I'm also with the camp of doubters:
One of the nice aspects of R;TW are the city sieges. But to have to do 4 or 5 city sieges to control a province is annoying. Raid tactics would just play a too important role, and the game could inherit the silly sea battle thing from M;TW (one ship blockading and moving around each turn so you can't catch it unless you make faster ships).
Founding new cities may sound nice and plays ok in Civilisation, but here alot would have to be drastically altered to the game I think. Because 2 cities next to eachother should not be allowed (spamming one island full of cities is just unrealistic), the game needs now to calculate the worth of terrain so that the income of the town isn't some random number. Probably have to make up some trade goods as well etc etc.
While I can imagine that there might be events which create cities (thus generated by the game itself, on places predetermined), so that everything (including income trade goods etc) are predetermined that it wouldn't be seen as odd or out of place.
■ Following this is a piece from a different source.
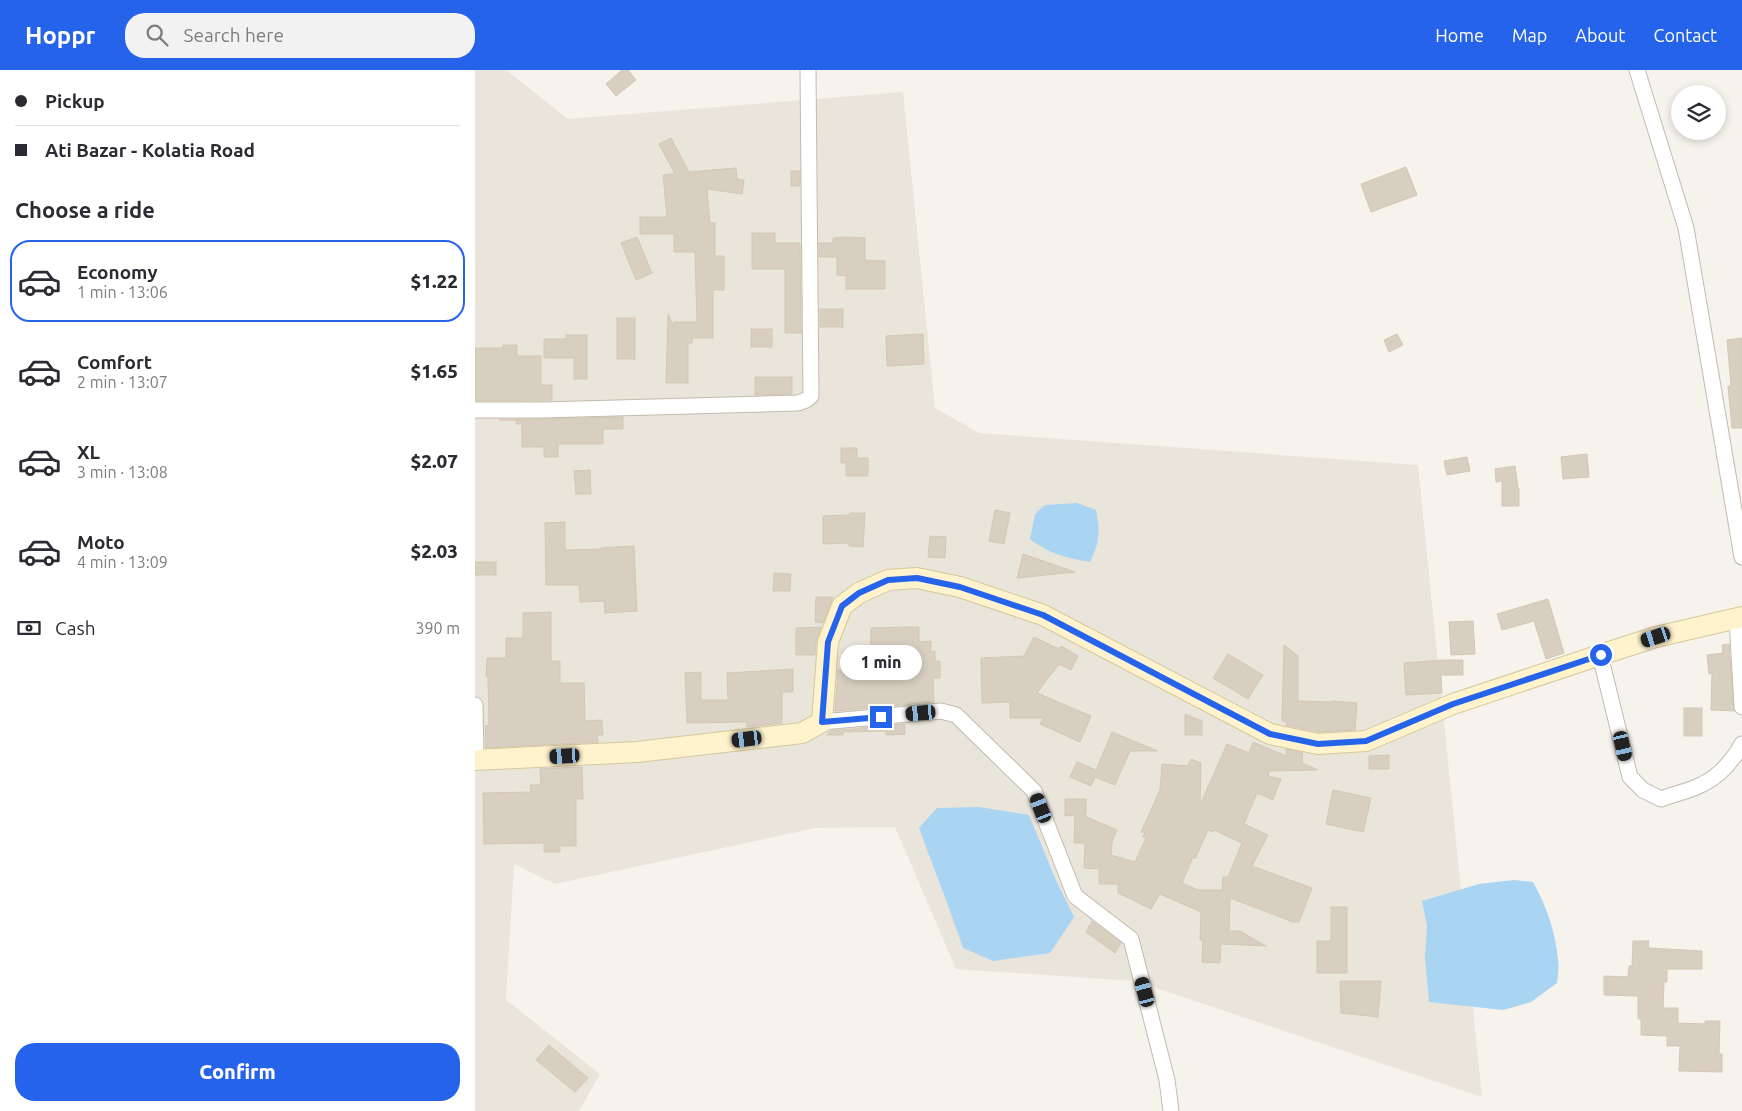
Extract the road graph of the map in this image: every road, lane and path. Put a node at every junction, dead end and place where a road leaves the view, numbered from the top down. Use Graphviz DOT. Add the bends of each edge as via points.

I like the flexible borders and conquering half a land-remarks, but it is really hard to implement I think: How much land would you conquer if you build a town in the middle of a land, where at one of the edges, there are 2 more towns? or 3? Would an extra town make difference? How much? WHo holds the title for the province? can you split up the province so that you get more governers?
Basically the only way I see this as being possible is if you are cutting the provinces up more, into miniprovinces (if you want to). Although there might be people who like that, I for one think the map will be big enough for some quality campaigns, more (mini-)provinces would just make the game even longer.